# MLP

In [19]:
import sys
sys.path.append("..")
from sklearn.model_selection import KFold, cross_val_score
from sklearn.neural_network import MLPClassifier
from sklearn.preprocessing import StandardScaler
from data_preprocess import load_training_data, load_test_data, normalize_features
from sklearn.metrics import accuracy_score, f1_score
import pandas as pd
import numpy as np
import time
import joblib

In [20]:
# Get the data
X_train, y_train = load_training_data('../data/train.csv')

# Normalize the features
X_train = normalize_features(X_train)

# Initialize variables
hidden_layer_sizes = [(128,64,32), (64,32,16), (32,16,8), (8, 16, 32), (16, 32, 64), (32, 64, 128), (8, 16, 32, 64, 128), (128, 64, 32, 16, 8)]
alpha_values = [0.1]
learning_rate_init_values = [0.01] 
max_iter_values = [500]
results = {}

# Initialize a DataFrame to store the results
results_df = pd.DataFrame(columns=['hidden_layer_size', 'alpha', 'learning_rate_init', 'max_iter', 'accuracy', 'f1_score'])

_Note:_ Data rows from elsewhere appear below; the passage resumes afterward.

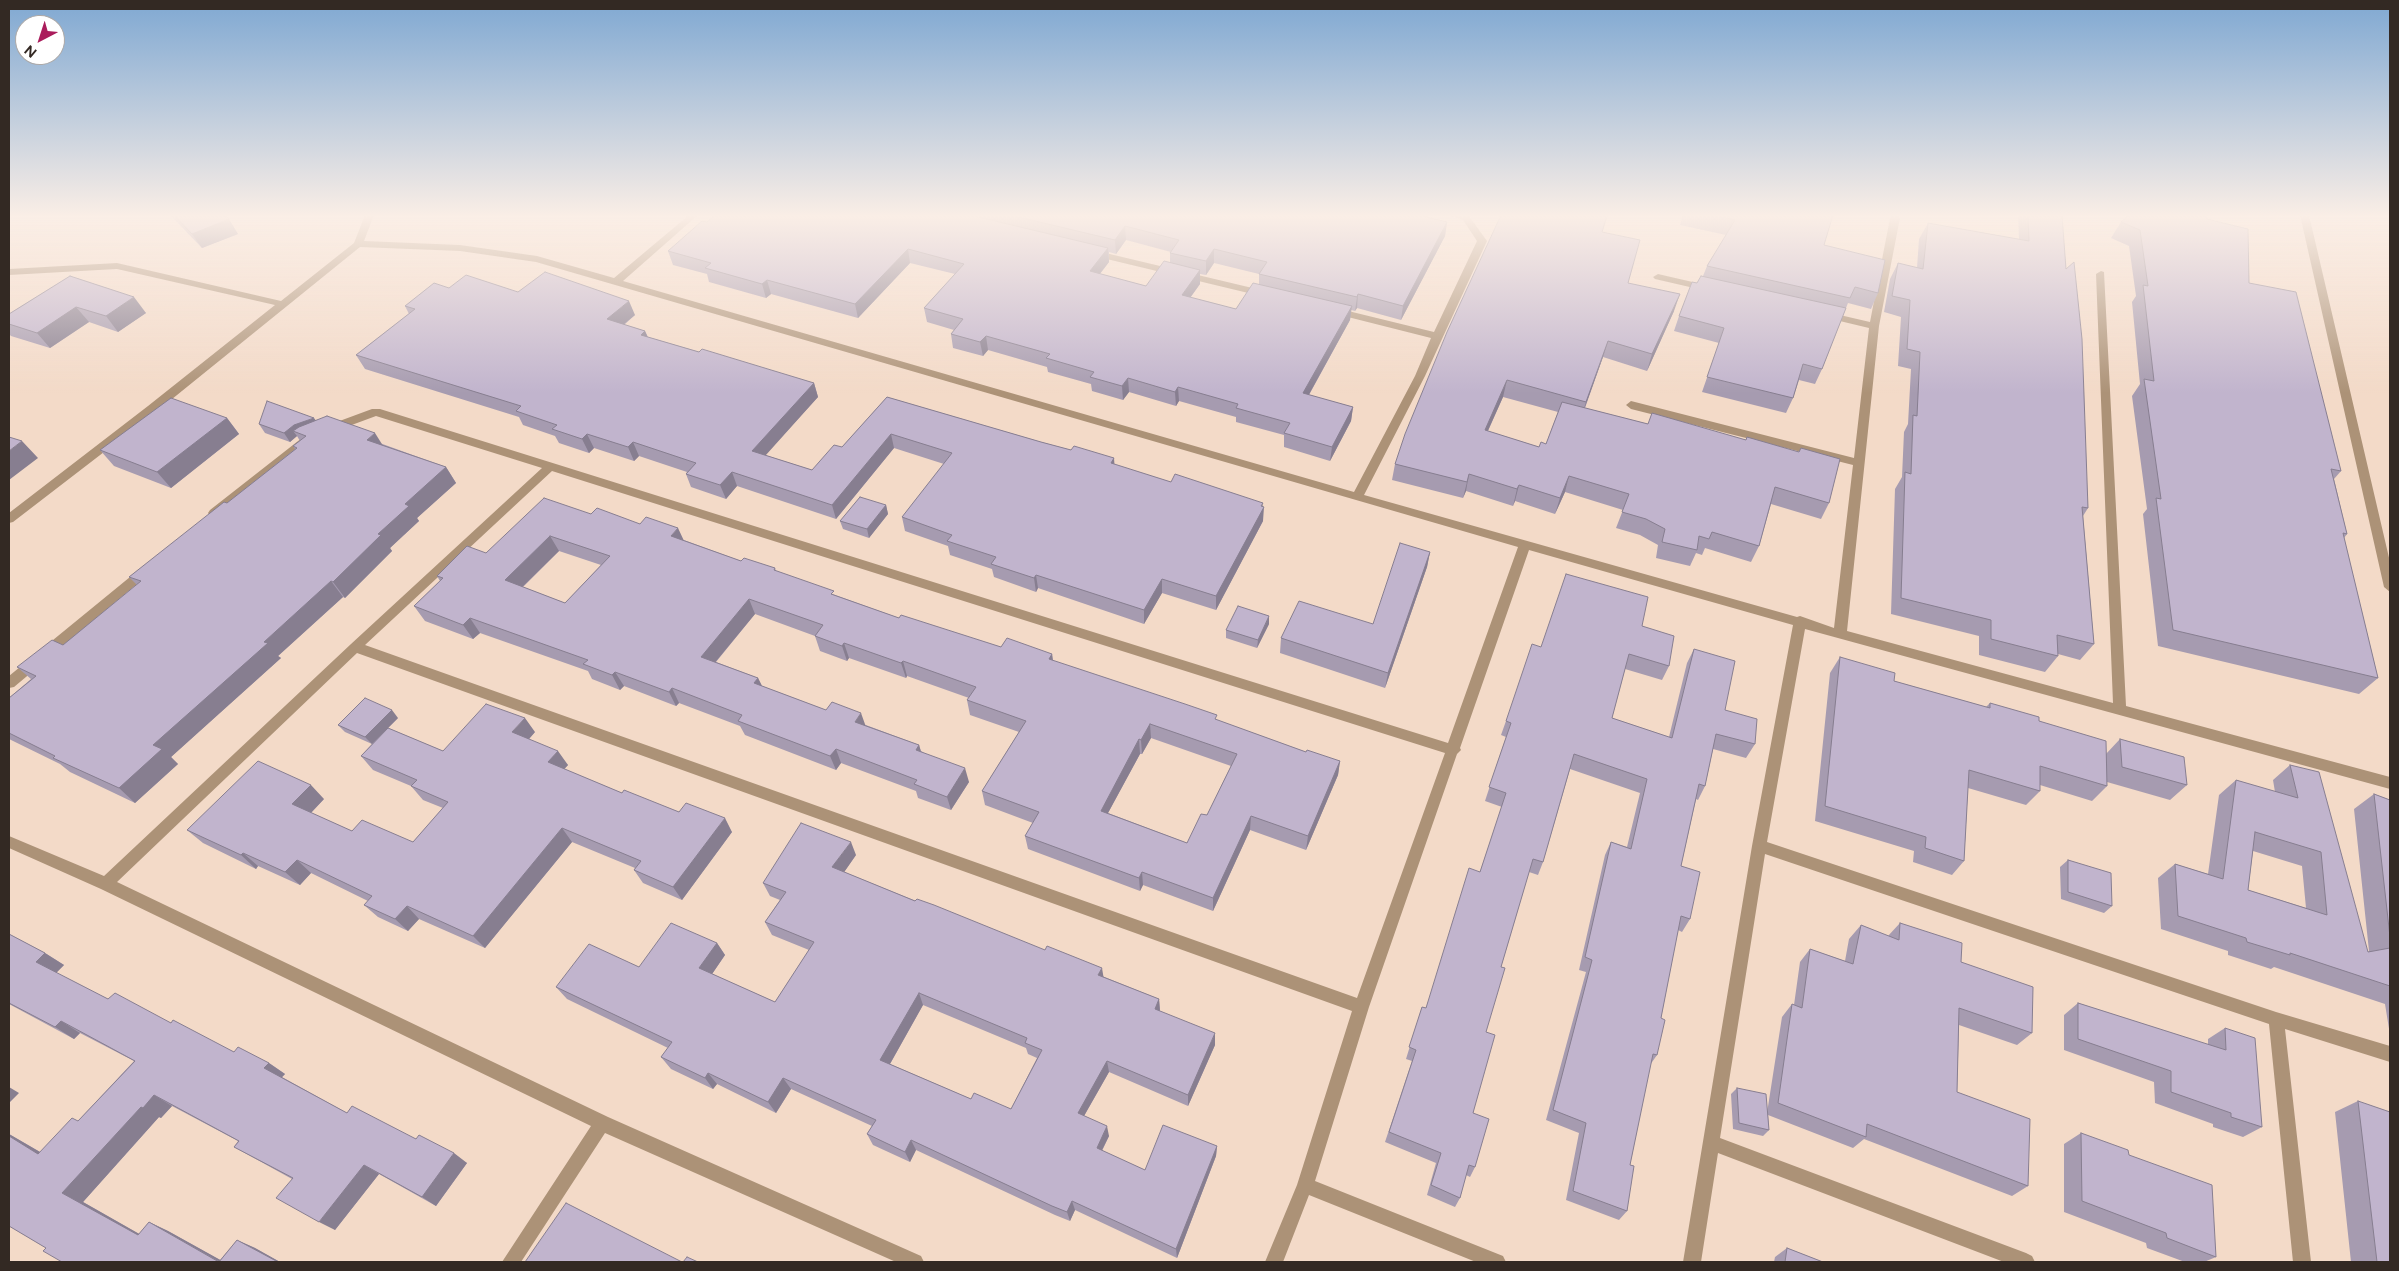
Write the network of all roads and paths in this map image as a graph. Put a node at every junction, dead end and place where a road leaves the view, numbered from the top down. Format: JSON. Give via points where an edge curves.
{"nodes":[{"id":1,"x":153,"y":274,"type":"edge"},
{"id":2,"x":320,"y":274,"type":"edge"},
{"id":3,"x":593,"y":274,"type":"edge"},
{"id":4,"x":625,"y":274,"type":"edge"},
{"id":5,"x":1183,"y":274,"type":"edge"},
{"id":6,"x":1466,"y":274,"type":"edge"},
{"id":7,"x":1884,"y":274,"type":"edge"},
{"id":8,"x":2101,"y":274,"type":"dead end"},
{"id":9,"x":2318,"y":274,"type":"edge"},
{"id":10,"x":1658,"y":277,"type":"dead end"},
{"id":11,"x":617,"y":281,"type":"junction"},
{"id":12,"x":1715,"y":290,"type":"edge"},
{"id":13,"x":1274,"y":296,"type":"edge"},
{"id":14,"x":282,"y":304,"type":"junction"},
{"id":15,"x":1322,"y":308,"type":"edge"},
{"id":16,"x":1818,"y":313,"type":"edge"},
{"id":17,"x":1874,"y":326,"type":"junction"},
{"id":18,"x":1437,"y":336,"type":"junction"},
{"id":19,"x":1631,"y":404,"type":"dead end"},
{"id":20,"x":1859,"y":463,"type":"junction"},
{"id":21,"x":550,"y":467,"type":"junction"},
{"id":22,"x":1357,"y":497,"type":"junction"},
{"id":23,"x":9,"y":519,"type":"edge"},
{"id":24,"x":206,"y":520,"type":"edge"},
{"id":25,"x":1525,"y":544,"type":"junction"},
{"id":26,"x":153,"y":564,"type":"edge"},
{"id":27,"x":2390,"y":588,"type":"edge"},
{"id":28,"x":1800,"y":621,"type":"junction"},
{"id":29,"x":1840,"y":634,"type":"junction"},
{"id":30,"x":355,"y":647,"type":"junction"},
{"id":31,"x":9,"y":683,"type":"edge"},
{"id":32,"x":2120,"y":711,"type":"junction"},
{"id":33,"x":1454,"y":750,"type":"junction"},
{"id":34,"x":2390,"y":782,"type":"edge"},
{"id":35,"x":9,"y":842,"type":"edge"},
{"id":36,"x":1760,"y":846,"type":"junction"},
{"id":37,"x":106,"y":884,"type":"junction"},
{"id":38,"x":1361,"y":1007,"type":"junction"},
{"id":39,"x":2276,"y":1019,"type":"junction"},
{"id":40,"x":2390,"y":1054,"type":"edge"},
{"id":41,"x":602,"y":1123,"type":"junction"},
{"id":42,"x":1710,"y":1142,"type":"junction"},
{"id":43,"x":1306,"y":1185,"type":"junction"},
{"id":44,"x":511,"y":1262,"type":"edge"},
{"id":45,"x":915,"y":1262,"type":"edge"},
{"id":46,"x":1274,"y":1262,"type":"edge"},
{"id":47,"x":1497,"y":1262,"type":"edge"},
{"id":48,"x":1692,"y":1262,"type":"edge"},
{"id":49,"x":2026,"y":1262,"type":"edge"},
{"id":50,"x":2302,"y":1262,"type":"edge"}],
"edges":[{"from":1,"to":14,"type":"street"},
{"from":2,"to":14,"type":"street"},
{"from":3,"to":11,"type":"street"},
{"from":4,"to":11,"type":"street"},
{"from":5,"to":13,"type":"street"},
{"from":6,"to":18,"type":"street"},
{"from":7,"to":17,"type":"street"},
{"from":8,"to":32,"type":"street"},
{"from":9,"to":27,"type":"street"},
{"from":10,"to":12,"type":"street"},
{"from":11,"to":22,"type":"street"},
{"from":14,"to":23,"type":"street"},
{"from":15,"to":18,"type":"street"},
{"from":16,"to":17,"type":"street"},
{"from":17,"to":20,"type":"street"},
{"from":18,"to":22,"type":"street","via":[[1420,376]]},
{"from":19,"to":20,"type":"street"},
{"from":20,"to":29,"type":"street"},
{"from":21,"to":24,"type":"street","via":[[376,412],[305,438]]},
{"from":21,"to":30,"type":"street"},
{"from":21,"to":33,"type":"street"},
{"from":22,"to":25,"type":"street"},
{"from":25,"to":28,"type":"street"},
{"from":25,"to":33,"type":"street"},
{"from":26,"to":31,"type":"street"},
{"from":28,"to":29,"type":"street"},
{"from":28,"to":36,"type":"street"},
{"from":29,"to":32,"type":"street"},
{"from":30,"to":37,"type":"street"},
{"from":30,"to":38,"type":"street"},
{"from":32,"to":34,"type":"street"},
{"from":33,"to":38,"type":"street"},
{"from":35,"to":37,"type":"street"},
{"from":36,"to":39,"type":"street"},
{"from":36,"to":42,"type":"street"},
{"from":37,"to":41,"type":"street"},
{"from":38,"to":43,"type":"street"},
{"from":39,"to":40,"type":"street"},
{"from":39,"to":50,"type":"street"},
{"from":41,"to":44,"type":"street"},
{"from":41,"to":45,"type":"street"},
{"from":42,"to":48,"type":"street"},
{"from":42,"to":49,"type":"street"},
{"from":43,"to":46,"type":"street"},
{"from":43,"to":47,"type":"street"}]}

# Define 5-fold cross validation test harness
kfold = KFold(n_splits=5, shuffle=True)

# Perform 5-fold cross validation
for hidden_layer_size in hidden_layer_sizes:
    for alpha in alpha_values:
        for learning_rate_init in learning_rate_init_values:
            for max_iter in max_iter_values:
                start_time = time.time()

                # Define the model with early stopping
                model = MLPClassifier(hidden_layer_sizes=hidden_layer_size, activation='relu', solver='adam',
                                      max_iter=max_iter, alpha=alpha, learning_rate_init=learning_rate_init,
                                      early_stopping=True, n_iter_no_change=10)

                # Perform cross-validation manually to get the number of iterations
                cv_results = []
                f1_results = []
                for train_index, test_index in kfold.split(X_train):
                    X_train_fold, X_test_fold = X_train.iloc[train_index], X_train.iloc[test_index]
                    y_train_fold, y_test_fold = y_train.iloc[train_index], y_train.iloc[test_index]
                    model.fit(X_train_fold, y_train_fold)
                    score = model.score(X_test_fold, y_test_fold)
                    cv_results.append(score)
                    y_pred = model.predict(X_test_fold)
                    f1 = f1_score(y_test_fold, y_pred, average='weighted')
                    f1_results.append(f1)

                end_time = time.time()
                elapsed_time = end_time - start_time
                config = (hidden_layer_size, alpha, learning_rate_init, max_iter)
                print("Config: {}\nCross-validation mean accuracy: {:.2f}%\nElapsed time: {:.2f} seconds\nNumber of iterations: {}\n".format(
                    config, np.mean(cv_results)*100, elapsed_time, model.n_iter_))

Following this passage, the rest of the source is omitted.